McVicar was also interested in politics. In 1913 she was the vice president of the Wellington women's branch of the Reform Party. She was one of four candidates in the in the electorate and came last, with 4% of the vote. She later served on the Worser Bay School committee and was chairperson of the ladies' advisory committee of Wellington Technical College from 1923 to 1949.

She was elected to the Wellington Hospital Board in 1915 and served on the body continuously until her retirement in 1938. From 1919 she was involved in distributing funds to improve conditions in maternity homes, after a large sum of money was left to the Hospital Board.
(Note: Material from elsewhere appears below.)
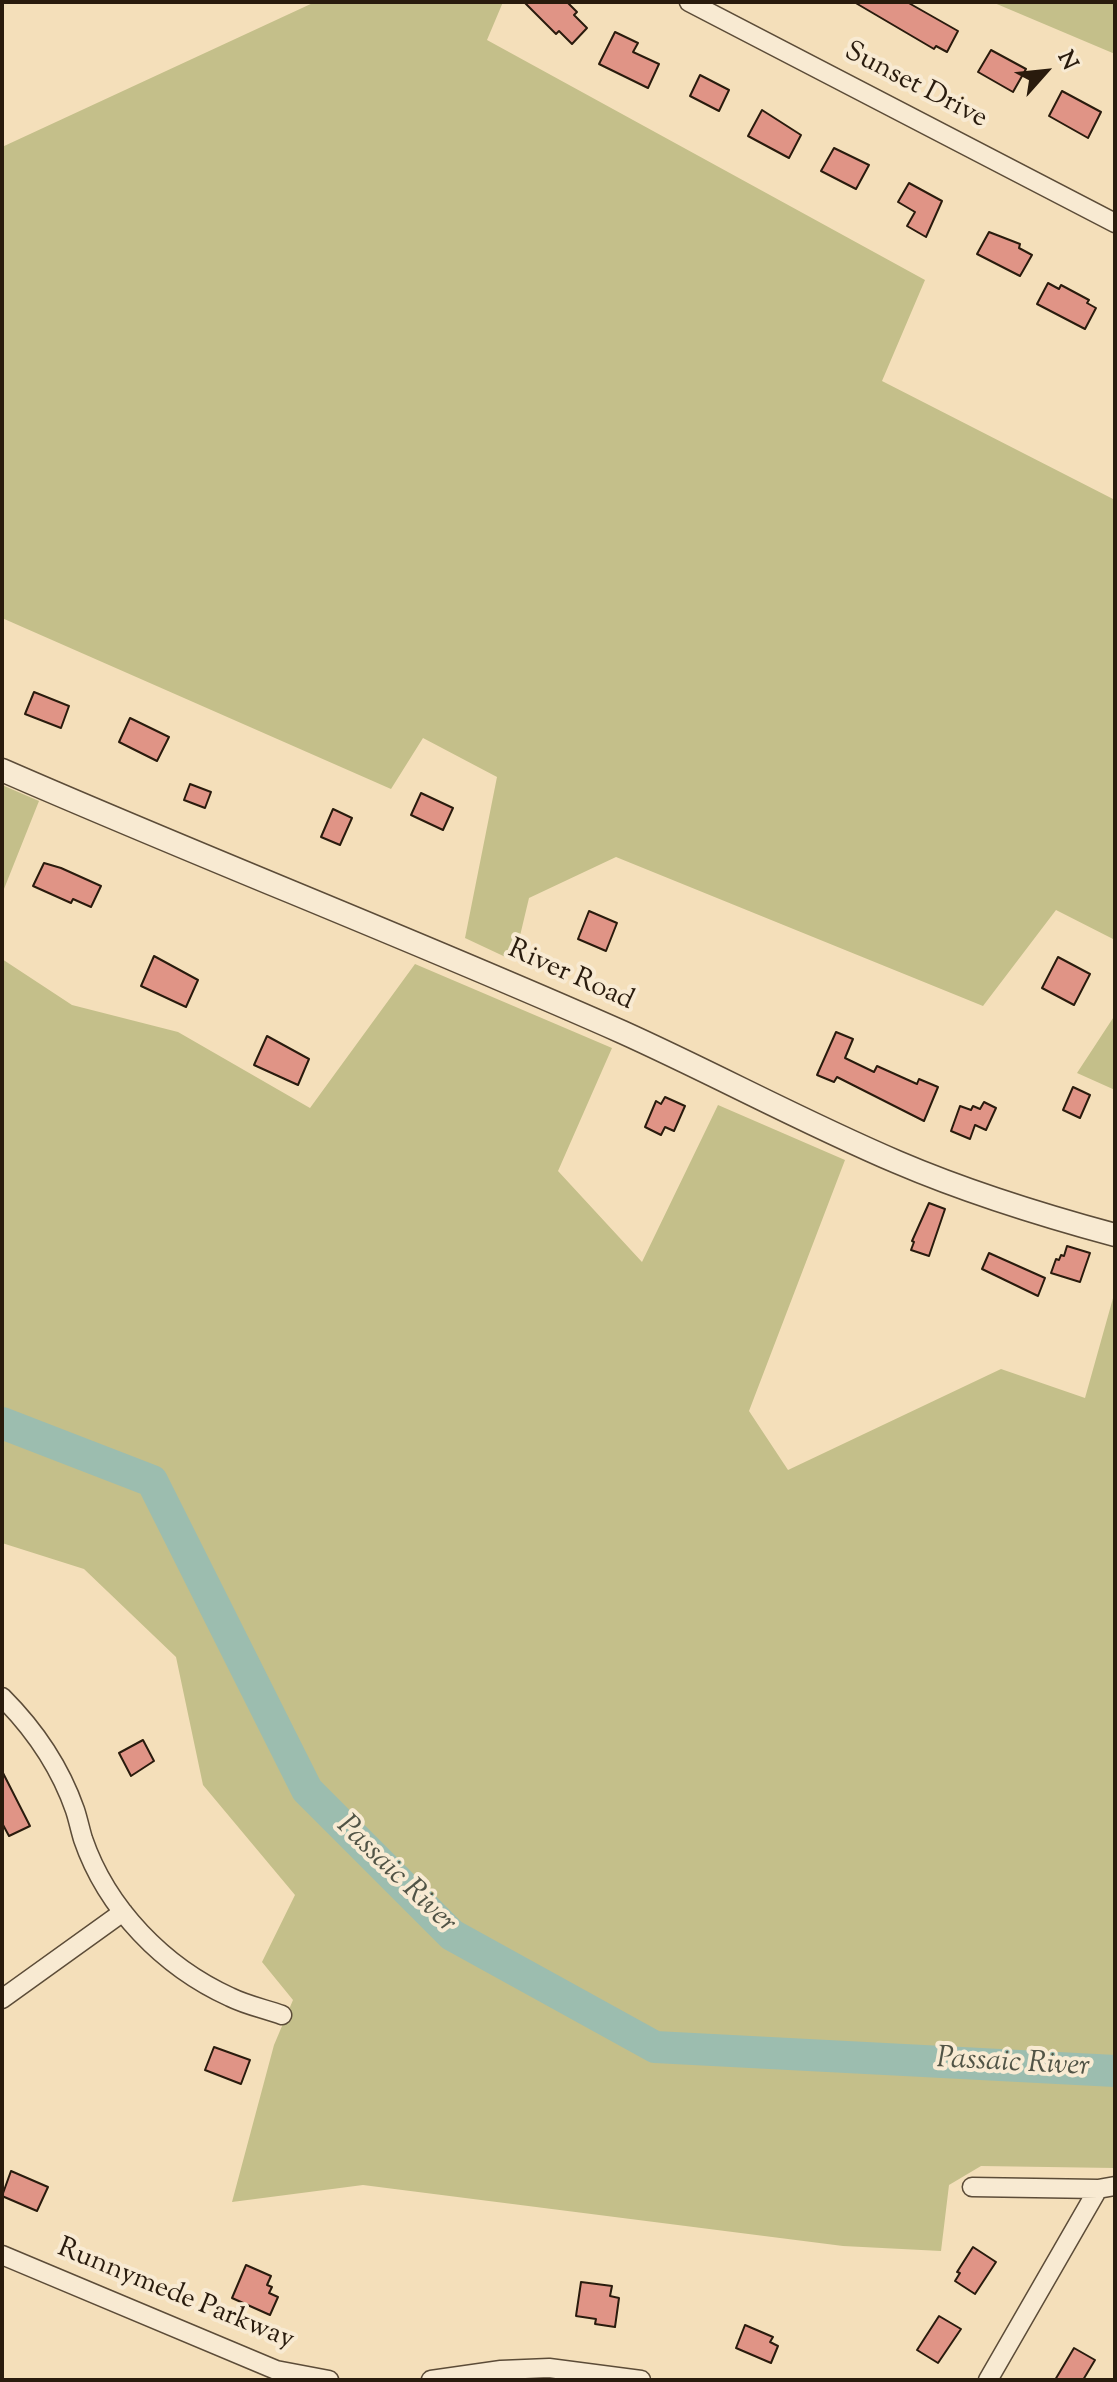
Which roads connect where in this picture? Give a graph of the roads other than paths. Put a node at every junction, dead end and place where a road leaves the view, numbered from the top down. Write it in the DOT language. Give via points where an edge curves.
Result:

In local government, as in her other activities, McVicar was known to be energetic and pragmatic, particularly when focused on her specific interests which were the education and welfare of women and children. She was then elected to the Miramar Borough Council in 1919. In 1921 Miramar amalgamated with Wellington, and she became the first woman elected to the Wellington City Council, on a Civic League ticket. An editorial in the Evening Post declared: "Never before has Wellington had a lady City Councillor, and the innovation is full of promise." She was re-elected in 1923, but was defeated in 1925.

===Later life and death===
In 1926 McVicar was appointed a justice of the peace, one of the first women in New Zealand to be given the office. In 1929 she was New Zealand's delegate to the International Alliance of Women for Suffrage and Equal Citizenship held in Berlin. In the 1938 New Year Honours, she was appointed a Member of the Order of the British Empire, for public and social welfare services in New Zealand. She died on 26 February 1954 in Wellington, survived by her step-children.